This essay is more or less a story -- I was wondering if something like this can be used for the common app essay. Does it tell enough about me as a person? Should I explain or add anything? And if there are any grammatical errors, it'll be great if you point them out. Thank you. (:

---------------------------

Beads of sweat trickle down from my forehead, tracing the outline of my jaw before finally being liberated from my skin. It's kind of like those Gatorade commercials, except my sweat isn't some neon version of the colors of the rainbow. The field was vast, but we remain adamant about staying on the sideline, refusing to capitalize the space. I linger in the stack, stagnant for a few seconds.

Cut! Cut cut cut! The handler screams, or I scream in my head - the line between thought and speech becomes incoherent. She grips the disc, and fakes to the right, left, scanning the field for options.

I dig my cleats into the grass and cut for the disc. I pump my arms side to side and accelerate. The handler locks her eyes onto me for a quarter of a second; they shift to my defender, and take note of the close proximity between the said defender and me. Side by side, neck to neck. She moves onto her next option.

This is Ultimate Frisbee.

Ultimate Frisbee, as my friend fondly defines it, is the baby of soccer and football. Very generally, the sport requires two teams of seven players, each with its own end zone. The teams must throw the disc person to person toward the end zone before finally scoring in it. There is also the ridiculous amount of running and required endurance characteristic of soccer. From the name itself, it sounds like something easy peasy, but when you join, it's like, oops! Guess what? There's actually an athletic component to this sport!

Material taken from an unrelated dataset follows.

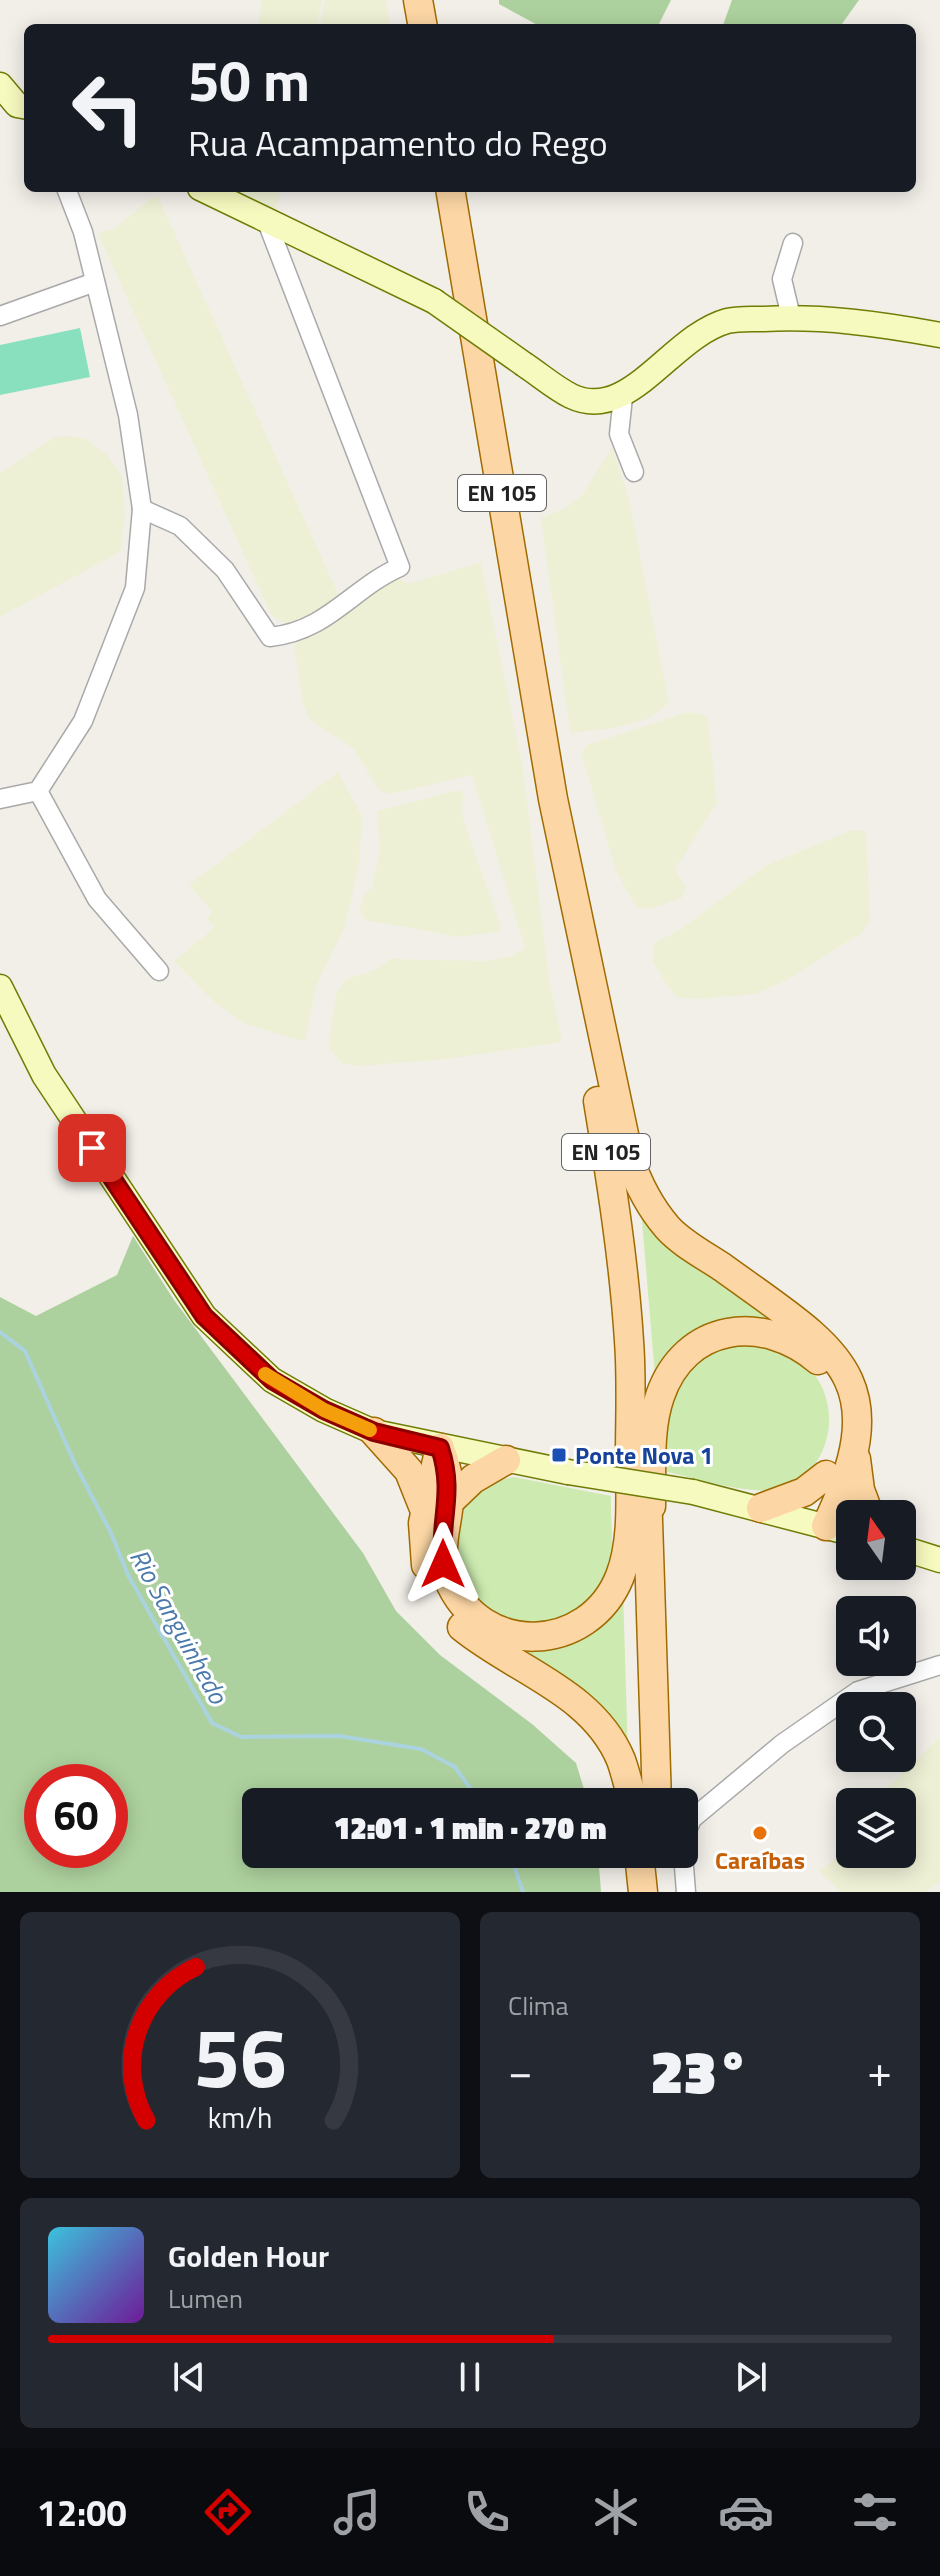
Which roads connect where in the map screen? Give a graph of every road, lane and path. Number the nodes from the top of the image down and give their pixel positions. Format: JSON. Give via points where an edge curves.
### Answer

And I wonder why I deal with it. I wonder why I suck it up and throw my body into physical agony as I condition in practice. I wonder why I force my abdomen, shins, calves, ankles, biceps, triceps, quadriceps, poly-whatever-ceps into overdrive 8 hours a week. I wonder how everyone else on the team still goes above and beyond under these conditions and why I can't do the same. I wonder how I manage to drag myself to the end zone line after each point. And for every disc I fumble and drop, I wonder how I deal with the handler's disappointment with me and the disappointment I have in myself and everyone's half-hearted encouragements saying that it's alright even though it isn't really alright.

I jog back to the stack, my breath coming out in large puffs air as I try to restore the proper oxygen to carbon dioxide ratio in my body. My defender relaxes as well, waiting for the stack to shift and my time to cut.

I bolt.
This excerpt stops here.